* About this task:
In the material below, repeat only the lines from the one that holds "I need the junctions" through the final line, exactly as they stand.

--- Supplied information ---

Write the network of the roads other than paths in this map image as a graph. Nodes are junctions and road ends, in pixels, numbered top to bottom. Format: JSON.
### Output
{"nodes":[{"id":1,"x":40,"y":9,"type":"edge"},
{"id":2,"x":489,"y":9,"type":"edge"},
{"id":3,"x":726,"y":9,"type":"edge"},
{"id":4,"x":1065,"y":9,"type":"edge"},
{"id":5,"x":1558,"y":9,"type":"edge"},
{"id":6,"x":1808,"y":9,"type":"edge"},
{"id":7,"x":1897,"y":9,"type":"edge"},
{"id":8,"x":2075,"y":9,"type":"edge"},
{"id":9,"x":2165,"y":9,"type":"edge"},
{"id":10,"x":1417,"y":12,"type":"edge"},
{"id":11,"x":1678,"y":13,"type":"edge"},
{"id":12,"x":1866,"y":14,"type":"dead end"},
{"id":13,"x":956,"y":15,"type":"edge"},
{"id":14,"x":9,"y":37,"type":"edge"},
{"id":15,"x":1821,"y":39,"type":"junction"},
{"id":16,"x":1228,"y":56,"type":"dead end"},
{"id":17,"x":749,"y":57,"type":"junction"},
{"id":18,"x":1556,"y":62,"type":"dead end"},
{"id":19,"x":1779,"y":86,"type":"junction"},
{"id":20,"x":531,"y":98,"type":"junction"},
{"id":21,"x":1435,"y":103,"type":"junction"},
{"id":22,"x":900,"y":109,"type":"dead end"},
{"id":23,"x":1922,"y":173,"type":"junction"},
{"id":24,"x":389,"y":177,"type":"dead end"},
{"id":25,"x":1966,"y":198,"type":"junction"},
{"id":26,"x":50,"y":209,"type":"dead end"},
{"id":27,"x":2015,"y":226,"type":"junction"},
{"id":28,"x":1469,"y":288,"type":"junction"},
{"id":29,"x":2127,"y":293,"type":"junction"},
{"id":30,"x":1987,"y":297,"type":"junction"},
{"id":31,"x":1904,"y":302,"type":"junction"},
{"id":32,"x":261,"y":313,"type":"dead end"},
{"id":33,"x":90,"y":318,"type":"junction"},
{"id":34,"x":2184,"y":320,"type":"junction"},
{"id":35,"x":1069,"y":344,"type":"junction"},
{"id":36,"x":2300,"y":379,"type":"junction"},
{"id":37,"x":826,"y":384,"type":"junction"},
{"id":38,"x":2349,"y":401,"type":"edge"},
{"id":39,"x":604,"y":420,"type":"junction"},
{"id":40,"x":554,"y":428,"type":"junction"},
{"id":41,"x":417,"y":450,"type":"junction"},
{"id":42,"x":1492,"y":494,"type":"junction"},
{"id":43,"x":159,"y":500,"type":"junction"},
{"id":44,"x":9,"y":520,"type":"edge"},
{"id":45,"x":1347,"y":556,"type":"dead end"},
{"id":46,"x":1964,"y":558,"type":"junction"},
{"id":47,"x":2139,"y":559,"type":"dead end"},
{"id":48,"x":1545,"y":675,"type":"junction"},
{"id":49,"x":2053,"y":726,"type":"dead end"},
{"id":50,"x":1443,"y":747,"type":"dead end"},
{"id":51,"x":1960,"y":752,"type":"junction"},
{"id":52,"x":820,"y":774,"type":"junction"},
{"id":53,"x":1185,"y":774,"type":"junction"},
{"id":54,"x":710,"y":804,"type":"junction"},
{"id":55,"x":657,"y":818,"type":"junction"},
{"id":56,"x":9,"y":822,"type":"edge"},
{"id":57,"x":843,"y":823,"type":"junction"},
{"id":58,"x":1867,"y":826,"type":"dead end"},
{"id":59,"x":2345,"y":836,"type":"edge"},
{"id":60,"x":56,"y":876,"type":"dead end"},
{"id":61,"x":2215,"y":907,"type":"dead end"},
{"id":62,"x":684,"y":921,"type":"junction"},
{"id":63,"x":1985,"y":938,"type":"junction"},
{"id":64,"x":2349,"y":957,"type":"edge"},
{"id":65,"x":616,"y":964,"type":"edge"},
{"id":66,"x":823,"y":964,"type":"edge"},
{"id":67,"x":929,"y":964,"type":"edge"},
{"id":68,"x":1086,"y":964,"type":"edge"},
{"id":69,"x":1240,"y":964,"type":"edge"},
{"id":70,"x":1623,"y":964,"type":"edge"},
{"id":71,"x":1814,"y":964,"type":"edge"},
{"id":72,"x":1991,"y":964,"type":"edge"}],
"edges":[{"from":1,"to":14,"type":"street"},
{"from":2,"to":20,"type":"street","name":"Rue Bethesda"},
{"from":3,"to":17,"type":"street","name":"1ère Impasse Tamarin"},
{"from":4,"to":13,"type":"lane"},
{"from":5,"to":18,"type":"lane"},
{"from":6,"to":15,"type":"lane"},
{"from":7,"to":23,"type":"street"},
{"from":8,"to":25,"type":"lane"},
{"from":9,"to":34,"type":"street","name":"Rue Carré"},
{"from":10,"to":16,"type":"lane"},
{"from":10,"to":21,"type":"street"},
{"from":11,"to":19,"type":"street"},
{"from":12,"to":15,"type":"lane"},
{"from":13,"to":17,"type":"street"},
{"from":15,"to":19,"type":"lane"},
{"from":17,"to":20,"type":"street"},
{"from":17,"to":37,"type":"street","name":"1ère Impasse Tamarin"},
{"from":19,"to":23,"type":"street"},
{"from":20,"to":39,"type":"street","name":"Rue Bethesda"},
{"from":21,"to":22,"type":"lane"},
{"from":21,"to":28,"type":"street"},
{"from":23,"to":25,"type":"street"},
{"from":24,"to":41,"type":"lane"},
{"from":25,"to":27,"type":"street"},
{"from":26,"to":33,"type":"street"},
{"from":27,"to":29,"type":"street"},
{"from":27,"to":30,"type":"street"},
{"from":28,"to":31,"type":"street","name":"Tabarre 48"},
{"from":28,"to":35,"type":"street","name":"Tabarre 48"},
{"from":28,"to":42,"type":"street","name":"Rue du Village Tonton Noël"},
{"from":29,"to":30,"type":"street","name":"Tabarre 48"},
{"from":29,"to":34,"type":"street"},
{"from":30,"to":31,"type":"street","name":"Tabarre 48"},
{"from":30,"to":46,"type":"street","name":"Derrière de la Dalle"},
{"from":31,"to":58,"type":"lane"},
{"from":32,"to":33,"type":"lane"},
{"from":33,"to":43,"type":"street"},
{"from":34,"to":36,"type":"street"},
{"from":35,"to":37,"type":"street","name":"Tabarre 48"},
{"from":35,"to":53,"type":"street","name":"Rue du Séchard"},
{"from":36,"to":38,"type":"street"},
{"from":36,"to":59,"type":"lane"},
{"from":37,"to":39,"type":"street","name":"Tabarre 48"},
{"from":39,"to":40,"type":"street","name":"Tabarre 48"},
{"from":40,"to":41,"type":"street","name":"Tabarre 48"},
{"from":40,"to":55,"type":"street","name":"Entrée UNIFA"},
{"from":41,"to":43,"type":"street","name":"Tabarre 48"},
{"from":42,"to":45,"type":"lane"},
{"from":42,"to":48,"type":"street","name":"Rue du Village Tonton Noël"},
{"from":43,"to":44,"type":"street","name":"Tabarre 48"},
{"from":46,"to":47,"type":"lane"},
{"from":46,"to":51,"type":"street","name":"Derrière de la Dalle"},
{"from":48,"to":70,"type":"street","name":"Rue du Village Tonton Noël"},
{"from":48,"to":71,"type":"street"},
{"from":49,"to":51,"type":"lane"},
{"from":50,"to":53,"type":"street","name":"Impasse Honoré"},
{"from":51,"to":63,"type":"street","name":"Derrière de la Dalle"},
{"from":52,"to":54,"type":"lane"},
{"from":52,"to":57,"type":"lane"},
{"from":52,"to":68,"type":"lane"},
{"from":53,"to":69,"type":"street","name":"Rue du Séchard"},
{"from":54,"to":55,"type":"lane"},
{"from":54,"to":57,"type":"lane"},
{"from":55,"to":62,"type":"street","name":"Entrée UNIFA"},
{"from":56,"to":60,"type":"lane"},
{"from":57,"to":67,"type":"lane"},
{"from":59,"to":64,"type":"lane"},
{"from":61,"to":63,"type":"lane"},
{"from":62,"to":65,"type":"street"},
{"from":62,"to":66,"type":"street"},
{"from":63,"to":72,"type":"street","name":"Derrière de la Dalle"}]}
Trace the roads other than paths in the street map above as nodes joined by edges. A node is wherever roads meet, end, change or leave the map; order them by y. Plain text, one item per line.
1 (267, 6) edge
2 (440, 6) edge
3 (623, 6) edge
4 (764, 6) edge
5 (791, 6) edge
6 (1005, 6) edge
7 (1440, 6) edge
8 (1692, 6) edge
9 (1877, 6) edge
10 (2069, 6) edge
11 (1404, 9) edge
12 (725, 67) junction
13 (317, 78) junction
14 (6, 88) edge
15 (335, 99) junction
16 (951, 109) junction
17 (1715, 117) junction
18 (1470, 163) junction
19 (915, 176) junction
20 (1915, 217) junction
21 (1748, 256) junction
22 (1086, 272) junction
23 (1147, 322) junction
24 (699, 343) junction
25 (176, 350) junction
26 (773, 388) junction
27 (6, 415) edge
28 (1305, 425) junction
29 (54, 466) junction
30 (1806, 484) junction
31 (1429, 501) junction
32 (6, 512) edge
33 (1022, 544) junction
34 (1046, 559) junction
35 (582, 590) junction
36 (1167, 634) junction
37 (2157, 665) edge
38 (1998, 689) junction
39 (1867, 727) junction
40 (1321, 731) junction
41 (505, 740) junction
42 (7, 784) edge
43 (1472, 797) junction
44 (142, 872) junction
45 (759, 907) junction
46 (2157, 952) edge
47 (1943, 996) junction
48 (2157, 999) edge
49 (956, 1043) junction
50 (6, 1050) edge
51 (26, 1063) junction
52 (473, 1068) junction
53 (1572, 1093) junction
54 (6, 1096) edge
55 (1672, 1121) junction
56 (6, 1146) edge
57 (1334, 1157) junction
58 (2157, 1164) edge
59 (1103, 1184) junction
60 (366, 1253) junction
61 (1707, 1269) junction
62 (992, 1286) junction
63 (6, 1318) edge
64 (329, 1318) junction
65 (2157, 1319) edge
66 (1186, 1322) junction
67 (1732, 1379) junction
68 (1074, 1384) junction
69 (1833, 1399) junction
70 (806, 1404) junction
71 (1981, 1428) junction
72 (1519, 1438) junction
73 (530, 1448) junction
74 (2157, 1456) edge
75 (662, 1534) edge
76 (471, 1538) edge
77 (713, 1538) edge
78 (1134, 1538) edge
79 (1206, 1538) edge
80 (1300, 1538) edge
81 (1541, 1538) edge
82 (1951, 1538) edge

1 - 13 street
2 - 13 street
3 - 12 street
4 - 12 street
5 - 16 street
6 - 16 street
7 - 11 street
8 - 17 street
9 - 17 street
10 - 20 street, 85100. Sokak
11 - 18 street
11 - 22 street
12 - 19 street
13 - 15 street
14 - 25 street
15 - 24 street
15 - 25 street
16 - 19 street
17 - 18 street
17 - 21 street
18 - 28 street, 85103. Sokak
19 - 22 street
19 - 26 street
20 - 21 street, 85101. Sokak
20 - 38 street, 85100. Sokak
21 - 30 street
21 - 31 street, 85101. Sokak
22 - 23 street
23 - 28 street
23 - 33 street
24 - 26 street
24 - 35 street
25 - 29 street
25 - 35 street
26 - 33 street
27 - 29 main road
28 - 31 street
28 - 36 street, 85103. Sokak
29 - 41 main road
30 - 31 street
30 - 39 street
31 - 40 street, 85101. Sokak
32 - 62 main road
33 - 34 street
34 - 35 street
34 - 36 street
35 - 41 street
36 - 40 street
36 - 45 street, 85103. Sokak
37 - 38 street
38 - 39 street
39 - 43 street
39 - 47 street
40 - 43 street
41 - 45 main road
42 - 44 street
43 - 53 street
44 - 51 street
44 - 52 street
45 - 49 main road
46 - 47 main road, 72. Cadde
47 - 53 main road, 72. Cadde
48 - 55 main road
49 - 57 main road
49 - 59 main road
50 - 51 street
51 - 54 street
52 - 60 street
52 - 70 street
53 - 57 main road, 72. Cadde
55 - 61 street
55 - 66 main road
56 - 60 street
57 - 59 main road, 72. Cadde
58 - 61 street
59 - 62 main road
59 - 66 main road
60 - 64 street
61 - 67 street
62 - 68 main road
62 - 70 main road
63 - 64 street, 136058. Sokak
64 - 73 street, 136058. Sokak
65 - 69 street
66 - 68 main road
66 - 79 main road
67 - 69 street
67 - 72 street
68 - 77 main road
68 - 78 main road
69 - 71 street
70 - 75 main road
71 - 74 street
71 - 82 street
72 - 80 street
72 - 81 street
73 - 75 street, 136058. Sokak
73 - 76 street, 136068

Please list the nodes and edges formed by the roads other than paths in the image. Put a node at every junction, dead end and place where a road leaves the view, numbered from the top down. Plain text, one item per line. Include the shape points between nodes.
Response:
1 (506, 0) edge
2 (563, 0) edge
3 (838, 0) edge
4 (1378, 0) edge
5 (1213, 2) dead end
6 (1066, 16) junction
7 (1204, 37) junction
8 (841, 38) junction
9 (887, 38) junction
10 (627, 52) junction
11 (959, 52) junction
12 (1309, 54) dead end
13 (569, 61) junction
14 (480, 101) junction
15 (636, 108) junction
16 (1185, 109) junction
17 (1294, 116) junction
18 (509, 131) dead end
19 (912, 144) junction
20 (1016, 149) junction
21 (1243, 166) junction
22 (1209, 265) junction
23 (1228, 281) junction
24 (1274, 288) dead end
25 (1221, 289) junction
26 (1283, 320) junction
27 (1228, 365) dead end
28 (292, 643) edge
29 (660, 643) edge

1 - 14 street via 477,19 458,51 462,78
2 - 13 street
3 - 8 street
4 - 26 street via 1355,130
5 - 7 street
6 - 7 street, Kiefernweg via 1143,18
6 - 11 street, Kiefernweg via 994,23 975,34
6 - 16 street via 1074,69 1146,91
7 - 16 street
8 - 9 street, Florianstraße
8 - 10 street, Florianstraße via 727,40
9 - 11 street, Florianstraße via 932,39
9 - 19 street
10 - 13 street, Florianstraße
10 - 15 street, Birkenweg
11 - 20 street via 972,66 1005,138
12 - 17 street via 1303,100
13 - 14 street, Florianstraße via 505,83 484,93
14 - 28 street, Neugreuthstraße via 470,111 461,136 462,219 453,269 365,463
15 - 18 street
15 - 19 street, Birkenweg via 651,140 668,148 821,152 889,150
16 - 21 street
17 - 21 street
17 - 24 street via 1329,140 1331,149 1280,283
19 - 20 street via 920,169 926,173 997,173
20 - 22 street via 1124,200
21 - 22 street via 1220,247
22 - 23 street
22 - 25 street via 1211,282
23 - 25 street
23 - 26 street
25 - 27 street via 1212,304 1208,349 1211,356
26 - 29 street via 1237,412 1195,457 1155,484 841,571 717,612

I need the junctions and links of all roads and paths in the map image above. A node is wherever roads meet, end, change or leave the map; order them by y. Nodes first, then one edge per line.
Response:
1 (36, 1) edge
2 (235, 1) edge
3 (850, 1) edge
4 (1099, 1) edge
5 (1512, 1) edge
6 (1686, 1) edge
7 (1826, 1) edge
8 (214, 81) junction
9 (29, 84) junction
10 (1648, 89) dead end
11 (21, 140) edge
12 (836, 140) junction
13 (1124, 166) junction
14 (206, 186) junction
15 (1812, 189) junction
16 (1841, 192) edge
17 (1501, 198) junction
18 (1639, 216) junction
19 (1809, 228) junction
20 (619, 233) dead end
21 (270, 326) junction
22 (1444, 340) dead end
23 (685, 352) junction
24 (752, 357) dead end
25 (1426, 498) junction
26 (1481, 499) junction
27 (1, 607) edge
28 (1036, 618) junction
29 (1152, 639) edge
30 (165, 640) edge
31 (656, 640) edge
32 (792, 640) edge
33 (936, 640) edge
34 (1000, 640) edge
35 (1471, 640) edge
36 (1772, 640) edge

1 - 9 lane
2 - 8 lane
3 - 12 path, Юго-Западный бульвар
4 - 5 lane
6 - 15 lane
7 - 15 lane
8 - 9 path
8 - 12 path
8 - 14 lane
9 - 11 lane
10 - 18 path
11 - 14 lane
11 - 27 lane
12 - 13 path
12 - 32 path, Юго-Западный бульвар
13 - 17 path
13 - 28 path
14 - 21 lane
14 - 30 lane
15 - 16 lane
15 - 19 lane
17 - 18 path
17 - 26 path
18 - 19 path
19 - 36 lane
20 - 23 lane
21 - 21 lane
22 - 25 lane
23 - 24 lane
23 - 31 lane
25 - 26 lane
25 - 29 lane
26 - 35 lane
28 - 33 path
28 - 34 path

---

* Finished exercise:
I need the junctions and links of all roads and paths in the map image above. A node is wherever roads meet, end, change or leave the map; order them by y. Nodes first, then one edge per line.
Response:
1 (36, 1) edge
2 (235, 1) edge
3 (850, 1) edge
4 (1099, 1) edge
5 (1512, 1) edge
6 (1686, 1) edge
7 (1826, 1) edge
8 (214, 81) junction
9 (29, 84) junction
10 (1648, 89) dead end
11 (21, 140) edge
12 (836, 140) junction
13 (1124, 166) junction
14 (206, 186) junction
15 (1812, 189) junction
16 (1841, 192) edge
17 (1501, 198) junction
18 (1639, 216) junction
19 (1809, 228) junction
20 (619, 233) dead end
21 (270, 326) junction
22 (1444, 340) dead end
23 (685, 352) junction
24 (752, 357) dead end
25 (1426, 498) junction
26 (1481, 499) junction
27 (1, 607) edge
28 (1036, 618) junction
29 (1152, 639) edge
30 (165, 640) edge
31 (656, 640) edge
32 (792, 640) edge
33 (936, 640) edge
34 (1000, 640) edge
35 (1471, 640) edge
36 (1772, 640) edge

1 - 9 lane
2 - 8 lane
3 - 12 path, Юго-Западный бульвар
4 - 5 lane
6 - 15 lane
7 - 15 lane
8 - 9 path
8 - 12 path
8 - 14 lane
9 - 11 lane
10 - 18 path
11 - 14 lane
11 - 27 lane
12 - 13 path
12 - 32 path, Юго-Западный бульвар
13 - 17 path
13 - 28 path
14 - 21 lane
14 - 30 lane
15 - 16 lane
15 - 19 lane
17 - 18 path
17 - 26 path
18 - 19 path
19 - 36 lane
20 - 23 lane
21 - 21 lane
22 - 25 lane
23 - 24 lane
23 - 31 lane
25 - 26 lane
25 - 29 lane
26 - 35 lane
28 - 33 path
28 - 34 path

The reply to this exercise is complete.